Flowing through the Dorset town of Lyme Regis and into the sea, the River Lim saw a three-fold increase in the amount of human waste pumped into it in less than a year.
According to River Lim Action Group, South West Water (SWW) discharged 2,200 hours’ worth of sewage spills into the river in 2022. A once lively ecosystem, it was famously populated with trout, eels and kingfishers.
Monitoring the river’s sewage levels alongside the Westcountry Rivers Trust, the team detected high levels of E.Coli in the water, which, at designated swimming beaches, should not exceed 88 units per 100 millilitres in a given sample.
Comparatively, recreational waters – such as rivers – should not record more than 406 units per 100 millilitres.
Voluntary monitoring of the river’s water quality has been taking place since 2022. The lowest reading was 1,700 units per 100ml, and the highest skyrocketing up to 56,000.
Retired freshwater ecologist Graham Roberts, of the River Lim Action Group, concluded in a recent survey of the river that there were few invertebrates remaining.
According to Mr Roberts, a healthy river would experience “hundreds and thousands” of shrimps during a three-minute survey. However, this research found none at all.
“The river is in an absolutely disgusting state”, he told The Times. “It has a real knock-on effect on the rest of the animals in the area. There just won’t be enough food.”
“We were lucky enough to have an otter move in recently but I worry that by ingesting the sewage it will become infertile or, in the worst-case scenario, it will die”, Mr Roberts added.
Meanwhile, River Lim Action Group member Vicki Elcoate labelled the river “iconic”, noting that it’s “highly visible to thousands of people”.
“A lot of us were concerned about it and there were no plans to clear it”, Ms Elcoate told Dorset Live.

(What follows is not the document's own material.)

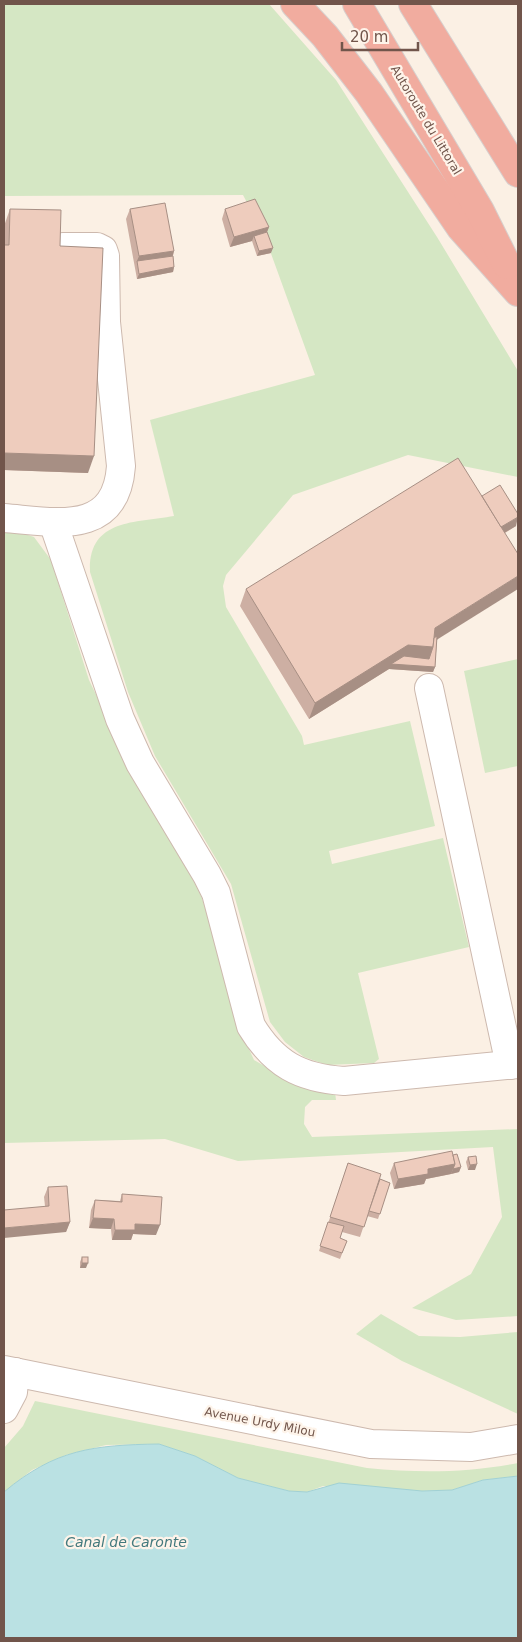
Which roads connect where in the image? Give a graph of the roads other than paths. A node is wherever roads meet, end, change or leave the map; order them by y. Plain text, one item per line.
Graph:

“Everybody can see what’s going on and our problems are fixable. It is literally a problem with sewage.”
South West Water told The Independent that its priority remains “to protect the environment”, confirming that it is cooperating with the River Lim Group.
“Our priority is always to protect the environment as much as we possibly can. However, there’s always more we can do and we are constantly striving to improve”, a statement from a SWW spokesperson read.
“We are working closely with the River Lim Group jointly to understand all impacts on the River and we will continue to play our part.
“The Group have shared their appreciation for the amount of support we are giving specifically to this. The EA are the organisation that provides information on the state of the environment for the River Lim, both in terms of its quality but also reasons why a river may be impacted.”
In April, the Liberal Democrats demanded an end to sewage discharges near the UK’s Blue Flag beaches, calling for a ban on water company executive bonuses at firms guilty of breaching the permits.
Notably, of the top five worst sewage discharges near Blue Flag beaches in mainland England, four are in Devon – at Stoke Fleming, Meadfoot, Sidmouth Town and Exmouth. Flowing through the Devon-Dorset border, the River Lim isn’t far away.
Leader Ed Davey remarked that the government is as “guilty” as the “water companies” in allowing these practices to continue.
"Britain’s beaches are being ruined by profiteering water companies getting away with dumping sewage as the government has failed to act for years. Whilst these firms have been raking in multi-billion pound profits, people have been left to swim in raw sewage”, Mr Davey said.